## Problem to solve:
Below are some entries; set them all down exactly.
*** Material to process ***
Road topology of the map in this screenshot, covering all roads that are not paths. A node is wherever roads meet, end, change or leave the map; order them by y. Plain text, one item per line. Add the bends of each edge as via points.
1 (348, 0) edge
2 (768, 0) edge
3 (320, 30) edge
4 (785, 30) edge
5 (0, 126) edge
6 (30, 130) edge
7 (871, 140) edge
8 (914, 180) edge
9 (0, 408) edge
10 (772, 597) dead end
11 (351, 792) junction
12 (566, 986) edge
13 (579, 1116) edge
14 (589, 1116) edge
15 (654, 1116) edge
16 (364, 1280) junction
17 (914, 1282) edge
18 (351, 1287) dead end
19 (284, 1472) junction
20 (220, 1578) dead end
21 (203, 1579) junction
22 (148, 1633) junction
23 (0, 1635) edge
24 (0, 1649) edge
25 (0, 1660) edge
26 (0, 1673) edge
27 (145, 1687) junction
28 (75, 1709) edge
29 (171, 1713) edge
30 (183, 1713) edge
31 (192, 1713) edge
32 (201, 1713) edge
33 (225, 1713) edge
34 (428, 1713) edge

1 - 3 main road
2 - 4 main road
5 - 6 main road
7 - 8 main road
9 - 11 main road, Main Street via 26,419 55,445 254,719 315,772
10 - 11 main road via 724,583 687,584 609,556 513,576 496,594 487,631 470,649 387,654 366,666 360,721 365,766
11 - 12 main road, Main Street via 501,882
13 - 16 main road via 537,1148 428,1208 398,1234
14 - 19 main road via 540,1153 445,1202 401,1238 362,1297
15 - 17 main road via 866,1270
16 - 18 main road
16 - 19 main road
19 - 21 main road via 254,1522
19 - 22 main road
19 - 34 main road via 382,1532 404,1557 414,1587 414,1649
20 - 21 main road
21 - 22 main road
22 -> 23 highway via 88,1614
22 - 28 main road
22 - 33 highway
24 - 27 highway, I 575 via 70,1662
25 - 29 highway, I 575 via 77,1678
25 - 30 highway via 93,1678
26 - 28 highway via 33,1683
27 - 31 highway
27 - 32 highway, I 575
*** End of Material to process ***
## Exercise response:
Road topology of the map in this screenshot, covering all roads that are not paths. A node is wherever roads meet, end, change or leave the map; order them by y. Plain text, one item per line. Add the bends of each edge as via points.
1 (348, 0) edge
2 (768, 0) edge
3 (320, 30) edge
4 (785, 30) edge
5 (0, 126) edge
6 (30, 130) edge
7 (871, 140) edge
8 (914, 180) edge
9 (0, 408) edge
10 (772, 597) dead end
11 (351, 792) junction
12 (566, 986) edge
13 (579, 1116) edge
14 (589, 1116) edge
15 (654, 1116) edge
16 (364, 1280) junction
17 (914, 1282) edge
18 (351, 1287) dead end
19 (284, 1472) junction
20 (220, 1578) dead end
21 (203, 1579) junction
22 (148, 1633) junction
23 (0, 1635) edge
24 (0, 1649) edge
25 (0, 1660) edge
26 (0, 1673) edge
27 (145, 1687) junction
28 (75, 1709) edge
29 (171, 1713) edge
30 (183, 1713) edge
31 (192, 1713) edge
32 (201, 1713) edge
33 (225, 1713) edge
34 (428, 1713) edge

1 - 3 main road
2 - 4 main road
5 - 6 main road
7 - 8 main road
9 - 11 main road, Main Street via 26,419 55,445 254,719 315,772
10 - 11 main road via 724,583 687,584 609,556 513,576 496,594 487,631 470,649 387,654 366,666 360,721 365,766
11 - 12 main road, Main Street via 501,882
13 - 16 main road via 537,1148 428,1208 398,1234
14 - 19 main road via 540,1153 445,1202 401,1238 362,1297
15 - 17 main road via 866,1270
16 - 18 main road
16 - 19 main road
19 - 21 main road via 254,1522
19 - 22 main road
19 - 34 main road via 382,1532 404,1557 414,1587 414,1649
20 - 21 main road
21 - 22 main road
22 -> 23 highway via 88,1614
22 - 28 main road
22 - 33 highway
24 - 27 highway, I 575 via 70,1662
25 - 29 highway, I 575 via 77,1678
25 - 30 highway via 93,1678
26 - 28 highway via 33,1683
27 - 31 highway
27 - 32 highway, I 575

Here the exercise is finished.